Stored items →
- - -

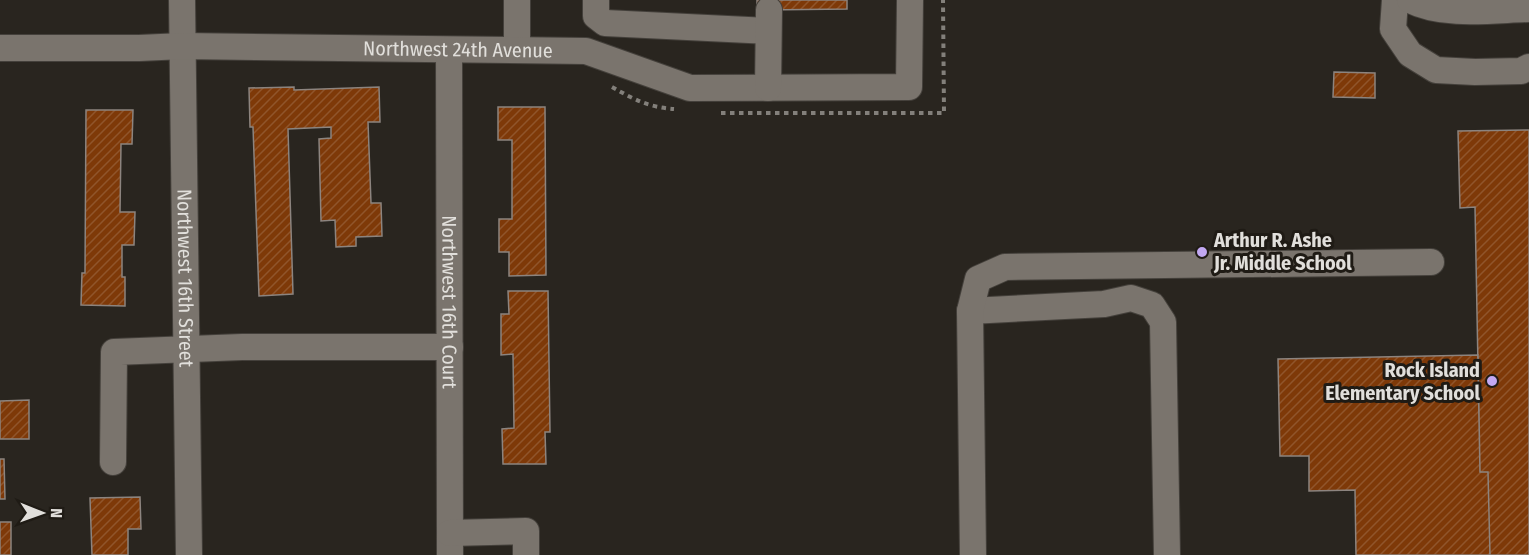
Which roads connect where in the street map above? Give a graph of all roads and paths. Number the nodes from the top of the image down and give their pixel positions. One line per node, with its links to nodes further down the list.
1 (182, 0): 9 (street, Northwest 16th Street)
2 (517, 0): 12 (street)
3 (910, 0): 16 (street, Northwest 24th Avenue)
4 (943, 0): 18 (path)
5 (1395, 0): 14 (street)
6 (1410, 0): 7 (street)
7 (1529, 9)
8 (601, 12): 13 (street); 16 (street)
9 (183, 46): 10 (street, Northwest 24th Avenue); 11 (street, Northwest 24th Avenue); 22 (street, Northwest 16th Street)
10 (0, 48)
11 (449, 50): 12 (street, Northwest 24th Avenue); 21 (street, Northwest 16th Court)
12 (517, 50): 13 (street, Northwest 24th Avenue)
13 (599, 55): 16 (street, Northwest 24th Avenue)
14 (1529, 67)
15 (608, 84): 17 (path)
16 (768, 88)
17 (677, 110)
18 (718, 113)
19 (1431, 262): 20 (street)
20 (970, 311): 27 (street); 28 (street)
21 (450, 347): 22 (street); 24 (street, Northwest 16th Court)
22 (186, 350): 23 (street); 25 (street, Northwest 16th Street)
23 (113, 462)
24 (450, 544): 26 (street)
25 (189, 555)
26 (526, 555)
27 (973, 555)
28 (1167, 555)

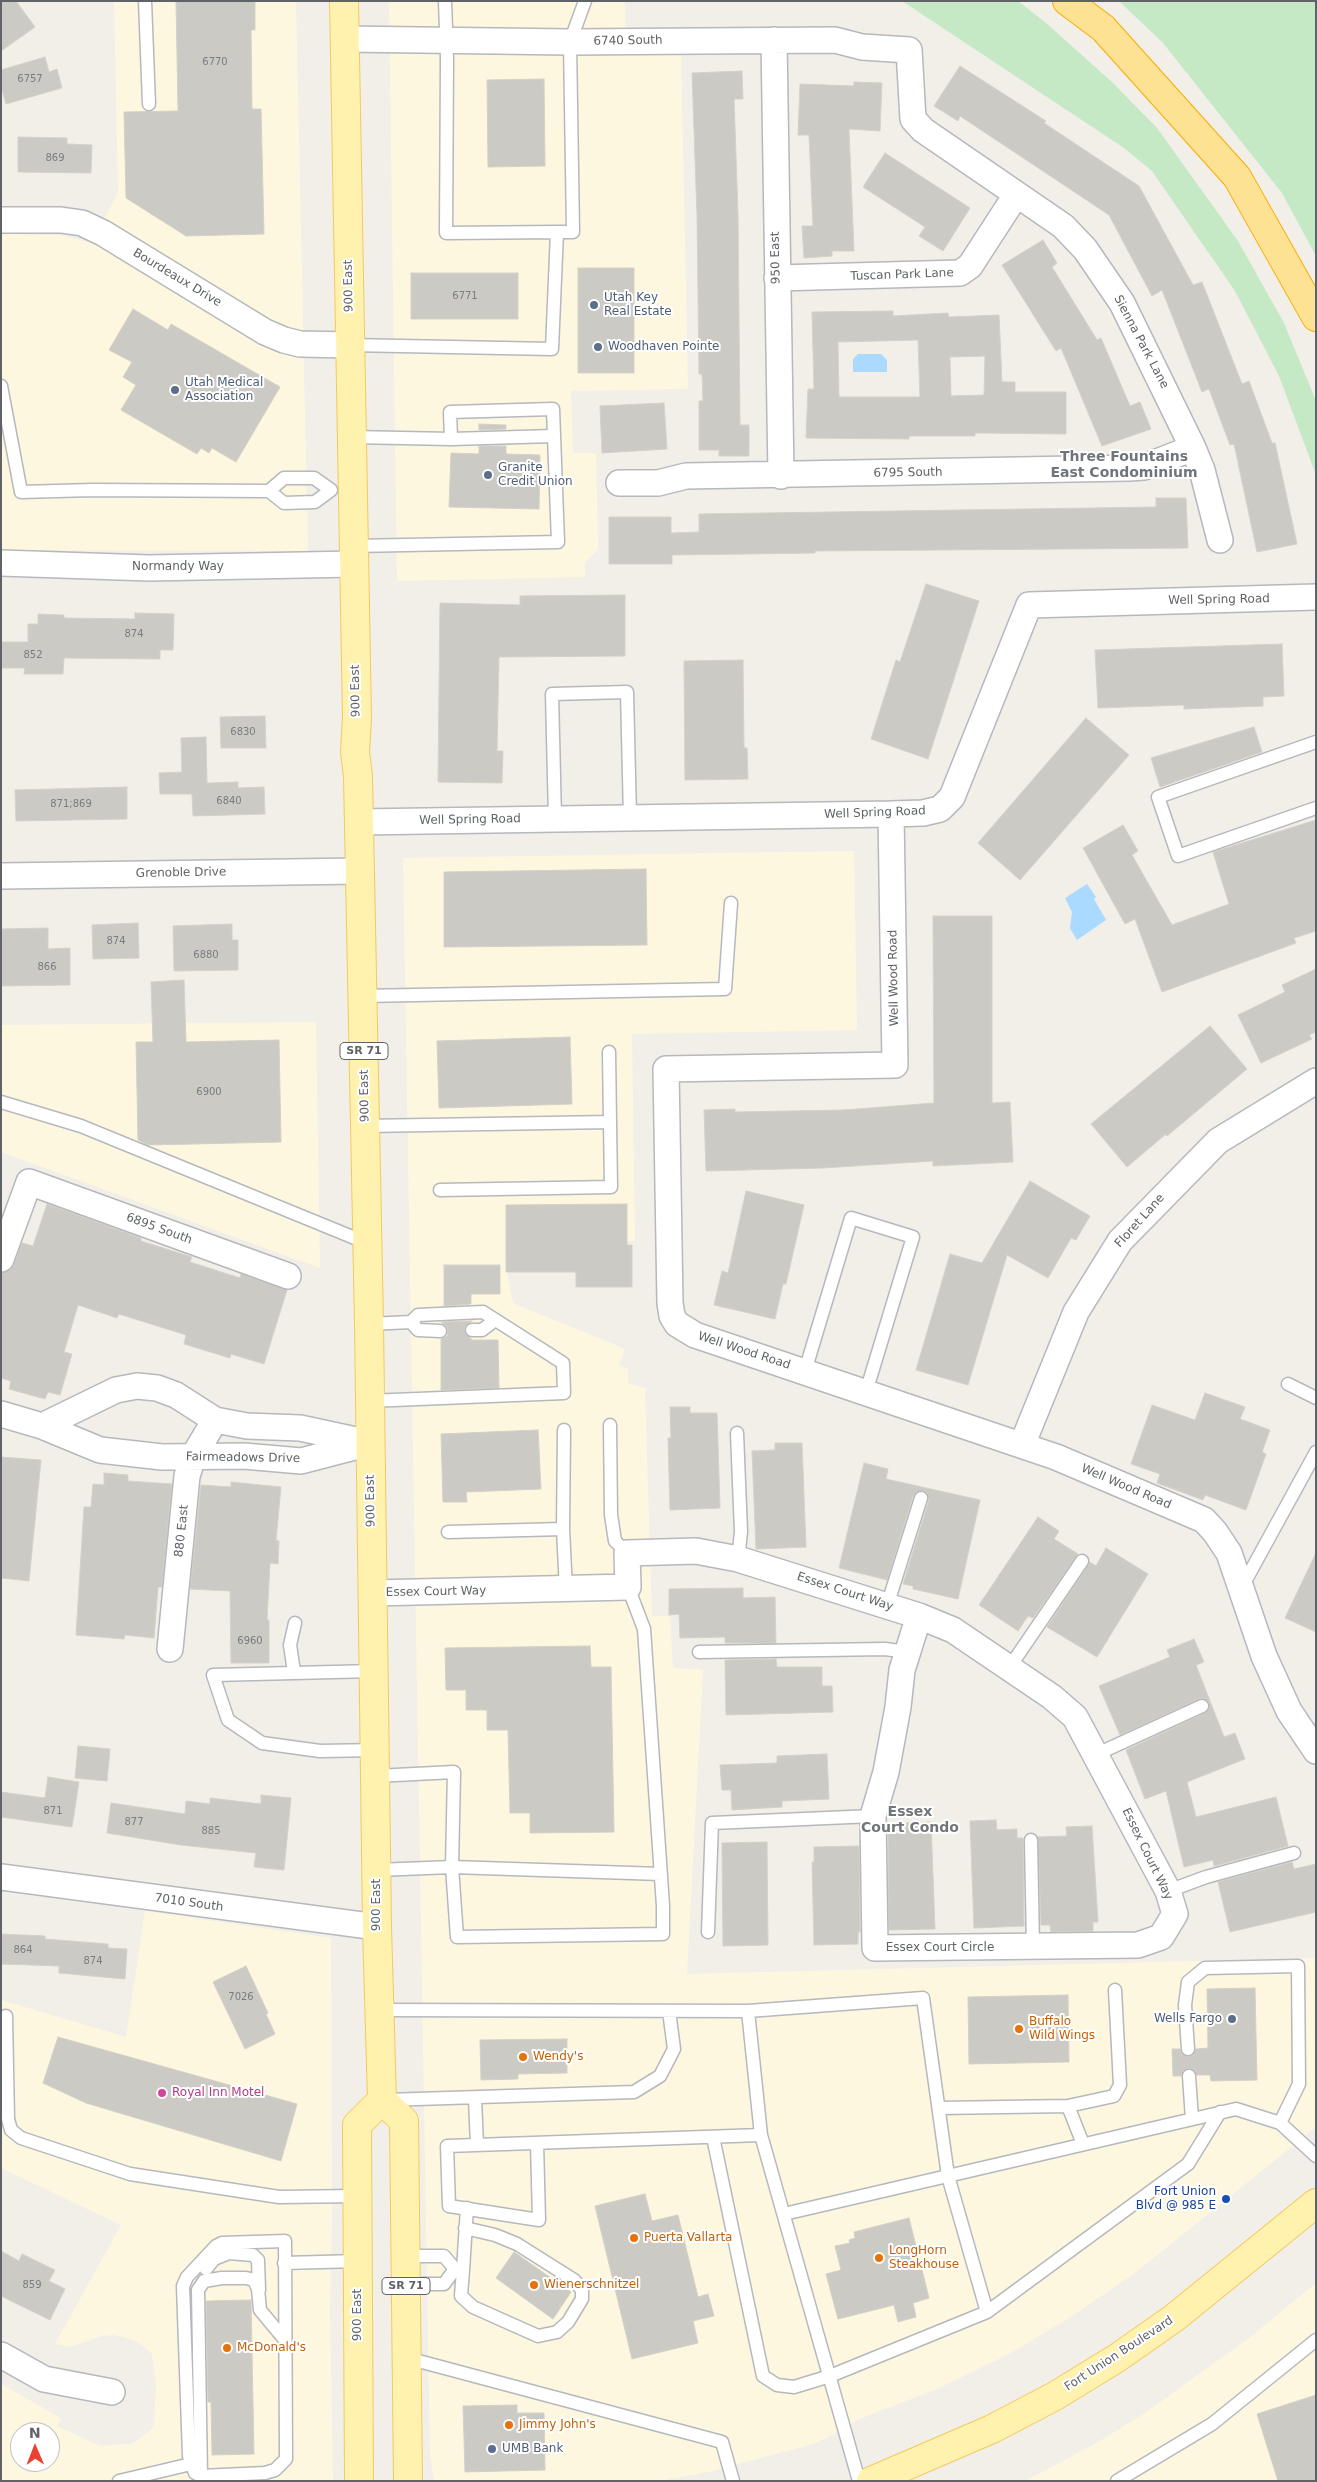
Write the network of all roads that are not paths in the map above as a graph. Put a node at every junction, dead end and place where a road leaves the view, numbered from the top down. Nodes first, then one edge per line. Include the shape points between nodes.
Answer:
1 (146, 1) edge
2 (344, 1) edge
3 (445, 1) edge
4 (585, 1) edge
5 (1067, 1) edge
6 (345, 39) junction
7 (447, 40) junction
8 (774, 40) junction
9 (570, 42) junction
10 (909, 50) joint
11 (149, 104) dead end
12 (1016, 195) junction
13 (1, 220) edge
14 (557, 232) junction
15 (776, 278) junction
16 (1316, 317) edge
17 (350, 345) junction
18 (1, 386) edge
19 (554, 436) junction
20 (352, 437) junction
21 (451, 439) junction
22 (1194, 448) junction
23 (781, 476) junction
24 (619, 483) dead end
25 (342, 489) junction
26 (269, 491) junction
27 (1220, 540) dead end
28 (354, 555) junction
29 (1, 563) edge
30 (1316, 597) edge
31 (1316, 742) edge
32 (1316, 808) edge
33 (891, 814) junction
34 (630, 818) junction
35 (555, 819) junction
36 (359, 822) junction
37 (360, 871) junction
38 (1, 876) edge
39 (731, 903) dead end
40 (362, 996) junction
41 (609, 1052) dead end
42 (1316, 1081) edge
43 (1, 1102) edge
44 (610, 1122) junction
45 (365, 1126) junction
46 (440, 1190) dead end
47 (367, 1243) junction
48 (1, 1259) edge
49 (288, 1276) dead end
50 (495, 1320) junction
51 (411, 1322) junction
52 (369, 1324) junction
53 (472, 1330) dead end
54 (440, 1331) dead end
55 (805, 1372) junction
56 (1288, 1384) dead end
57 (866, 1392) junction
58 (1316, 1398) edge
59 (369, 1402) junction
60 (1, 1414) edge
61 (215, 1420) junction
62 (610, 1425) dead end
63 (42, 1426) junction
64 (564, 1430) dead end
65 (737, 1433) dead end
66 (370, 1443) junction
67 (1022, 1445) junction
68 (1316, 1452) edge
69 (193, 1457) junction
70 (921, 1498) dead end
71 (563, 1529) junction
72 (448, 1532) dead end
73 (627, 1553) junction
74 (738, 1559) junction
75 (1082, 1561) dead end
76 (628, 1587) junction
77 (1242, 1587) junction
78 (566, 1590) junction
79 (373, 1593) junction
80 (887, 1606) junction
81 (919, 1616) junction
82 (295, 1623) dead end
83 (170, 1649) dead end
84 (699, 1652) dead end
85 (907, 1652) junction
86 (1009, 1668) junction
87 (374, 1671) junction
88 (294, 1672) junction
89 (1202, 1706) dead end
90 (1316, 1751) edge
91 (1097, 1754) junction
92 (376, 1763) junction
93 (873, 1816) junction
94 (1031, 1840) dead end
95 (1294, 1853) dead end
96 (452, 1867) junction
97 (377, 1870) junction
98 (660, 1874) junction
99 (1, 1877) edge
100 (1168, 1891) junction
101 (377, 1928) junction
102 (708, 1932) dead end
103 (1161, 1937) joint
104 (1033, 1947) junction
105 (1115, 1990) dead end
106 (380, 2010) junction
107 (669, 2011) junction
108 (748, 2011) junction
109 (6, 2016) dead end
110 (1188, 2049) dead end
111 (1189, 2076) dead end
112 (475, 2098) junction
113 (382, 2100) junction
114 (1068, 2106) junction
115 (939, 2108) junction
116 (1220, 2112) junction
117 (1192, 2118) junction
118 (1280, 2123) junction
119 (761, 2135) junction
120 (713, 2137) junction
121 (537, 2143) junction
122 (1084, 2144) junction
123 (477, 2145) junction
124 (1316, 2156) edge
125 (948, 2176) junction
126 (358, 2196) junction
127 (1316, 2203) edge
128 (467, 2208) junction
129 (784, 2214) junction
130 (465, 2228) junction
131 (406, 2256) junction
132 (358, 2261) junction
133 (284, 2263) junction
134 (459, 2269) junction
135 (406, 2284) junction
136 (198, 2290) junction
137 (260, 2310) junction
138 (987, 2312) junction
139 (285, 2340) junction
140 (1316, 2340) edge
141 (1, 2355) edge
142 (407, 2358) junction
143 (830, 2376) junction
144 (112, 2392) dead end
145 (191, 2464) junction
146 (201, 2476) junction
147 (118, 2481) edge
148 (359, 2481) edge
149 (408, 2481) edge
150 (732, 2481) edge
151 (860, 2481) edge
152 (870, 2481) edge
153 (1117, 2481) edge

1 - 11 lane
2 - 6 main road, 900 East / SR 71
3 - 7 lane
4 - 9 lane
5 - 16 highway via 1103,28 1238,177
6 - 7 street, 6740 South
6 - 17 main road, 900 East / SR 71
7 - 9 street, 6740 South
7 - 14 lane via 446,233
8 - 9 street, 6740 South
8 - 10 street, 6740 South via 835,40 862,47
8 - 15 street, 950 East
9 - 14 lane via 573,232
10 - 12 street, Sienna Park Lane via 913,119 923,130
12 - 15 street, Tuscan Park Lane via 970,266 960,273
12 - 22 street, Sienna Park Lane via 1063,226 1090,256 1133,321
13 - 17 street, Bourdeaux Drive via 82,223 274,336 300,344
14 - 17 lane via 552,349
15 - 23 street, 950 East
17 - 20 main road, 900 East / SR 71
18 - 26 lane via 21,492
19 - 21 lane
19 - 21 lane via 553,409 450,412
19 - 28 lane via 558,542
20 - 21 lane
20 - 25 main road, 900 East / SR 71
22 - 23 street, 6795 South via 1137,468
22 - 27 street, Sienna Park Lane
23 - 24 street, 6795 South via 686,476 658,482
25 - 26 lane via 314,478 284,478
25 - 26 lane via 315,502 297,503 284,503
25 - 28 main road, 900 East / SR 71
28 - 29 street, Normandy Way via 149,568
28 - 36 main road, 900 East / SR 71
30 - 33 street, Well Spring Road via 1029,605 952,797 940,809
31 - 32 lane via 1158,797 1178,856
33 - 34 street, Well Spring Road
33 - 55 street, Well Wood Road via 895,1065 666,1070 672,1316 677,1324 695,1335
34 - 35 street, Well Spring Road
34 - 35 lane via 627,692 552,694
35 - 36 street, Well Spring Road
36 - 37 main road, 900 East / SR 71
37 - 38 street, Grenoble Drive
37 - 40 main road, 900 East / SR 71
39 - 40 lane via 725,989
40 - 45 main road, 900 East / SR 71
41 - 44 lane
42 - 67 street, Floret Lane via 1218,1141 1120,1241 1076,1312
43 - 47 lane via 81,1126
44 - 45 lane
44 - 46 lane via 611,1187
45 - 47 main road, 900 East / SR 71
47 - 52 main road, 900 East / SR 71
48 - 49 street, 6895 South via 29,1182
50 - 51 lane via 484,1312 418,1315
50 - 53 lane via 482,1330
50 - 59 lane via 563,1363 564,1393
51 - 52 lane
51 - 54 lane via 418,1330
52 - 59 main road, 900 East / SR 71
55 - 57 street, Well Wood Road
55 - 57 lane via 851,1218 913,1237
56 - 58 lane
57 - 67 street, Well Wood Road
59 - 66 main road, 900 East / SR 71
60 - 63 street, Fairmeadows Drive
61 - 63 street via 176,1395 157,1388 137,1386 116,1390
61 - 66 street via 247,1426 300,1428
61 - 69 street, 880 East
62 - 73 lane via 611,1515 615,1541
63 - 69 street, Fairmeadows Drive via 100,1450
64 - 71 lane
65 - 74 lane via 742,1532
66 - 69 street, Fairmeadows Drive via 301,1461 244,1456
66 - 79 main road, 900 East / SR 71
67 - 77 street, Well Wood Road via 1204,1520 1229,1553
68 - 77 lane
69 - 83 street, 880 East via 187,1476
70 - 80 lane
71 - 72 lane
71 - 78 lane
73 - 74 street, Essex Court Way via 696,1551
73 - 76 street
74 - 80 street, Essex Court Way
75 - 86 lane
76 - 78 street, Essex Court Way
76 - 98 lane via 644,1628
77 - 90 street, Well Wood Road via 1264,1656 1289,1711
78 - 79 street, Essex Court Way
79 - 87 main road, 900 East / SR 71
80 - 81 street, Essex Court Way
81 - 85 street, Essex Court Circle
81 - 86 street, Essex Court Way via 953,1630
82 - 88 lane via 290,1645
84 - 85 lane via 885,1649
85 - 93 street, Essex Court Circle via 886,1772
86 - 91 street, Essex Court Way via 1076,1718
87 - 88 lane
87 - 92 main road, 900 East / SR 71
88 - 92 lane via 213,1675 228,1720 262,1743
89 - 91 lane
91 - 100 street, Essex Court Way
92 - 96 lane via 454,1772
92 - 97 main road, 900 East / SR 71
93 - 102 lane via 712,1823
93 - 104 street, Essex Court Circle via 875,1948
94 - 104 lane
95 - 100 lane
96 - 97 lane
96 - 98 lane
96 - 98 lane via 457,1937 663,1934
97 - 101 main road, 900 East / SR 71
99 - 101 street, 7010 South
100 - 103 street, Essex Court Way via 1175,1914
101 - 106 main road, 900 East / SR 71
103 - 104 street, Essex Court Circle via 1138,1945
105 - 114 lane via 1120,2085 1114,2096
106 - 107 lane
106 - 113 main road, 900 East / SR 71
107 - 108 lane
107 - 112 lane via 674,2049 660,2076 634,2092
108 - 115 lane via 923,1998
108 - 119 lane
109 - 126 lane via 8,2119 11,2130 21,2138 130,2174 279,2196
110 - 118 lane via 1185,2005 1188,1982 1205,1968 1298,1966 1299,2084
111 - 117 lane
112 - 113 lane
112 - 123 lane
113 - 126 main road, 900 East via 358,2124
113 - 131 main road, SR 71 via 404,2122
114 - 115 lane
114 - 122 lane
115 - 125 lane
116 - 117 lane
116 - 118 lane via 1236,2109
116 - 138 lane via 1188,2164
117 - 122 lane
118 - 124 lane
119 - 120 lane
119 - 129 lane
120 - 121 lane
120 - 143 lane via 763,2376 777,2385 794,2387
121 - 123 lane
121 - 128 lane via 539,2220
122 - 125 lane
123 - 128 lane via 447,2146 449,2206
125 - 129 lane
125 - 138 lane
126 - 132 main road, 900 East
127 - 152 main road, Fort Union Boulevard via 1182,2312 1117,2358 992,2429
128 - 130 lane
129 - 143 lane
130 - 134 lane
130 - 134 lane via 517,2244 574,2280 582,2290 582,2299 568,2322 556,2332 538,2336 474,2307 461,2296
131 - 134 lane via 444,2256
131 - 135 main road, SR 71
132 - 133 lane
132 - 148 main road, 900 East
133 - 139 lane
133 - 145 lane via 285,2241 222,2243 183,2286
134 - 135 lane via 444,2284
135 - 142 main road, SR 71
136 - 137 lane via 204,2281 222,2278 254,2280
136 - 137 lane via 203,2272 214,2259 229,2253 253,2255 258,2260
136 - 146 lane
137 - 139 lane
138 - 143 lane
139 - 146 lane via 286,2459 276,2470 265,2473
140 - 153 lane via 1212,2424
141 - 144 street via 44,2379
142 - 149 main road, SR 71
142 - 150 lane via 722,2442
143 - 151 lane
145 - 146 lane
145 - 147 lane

- - -

What you are asked to do →
What is needed is a copy of every line above in which "from" appears.

Written reply →
Which roads connect where in the street map above? Give a graph of all roads and paths. Number the nodes from the top of the image down and give their pixel positions. One line per node, with its links to nodes further down the list.
Write the network of all roads that are not paths in the map above as a graph. Put a node at every junction, dead end and place where a road leaves the view, numbered from the top down. Nodes first, then one edge per line. Include the shape points between nodes.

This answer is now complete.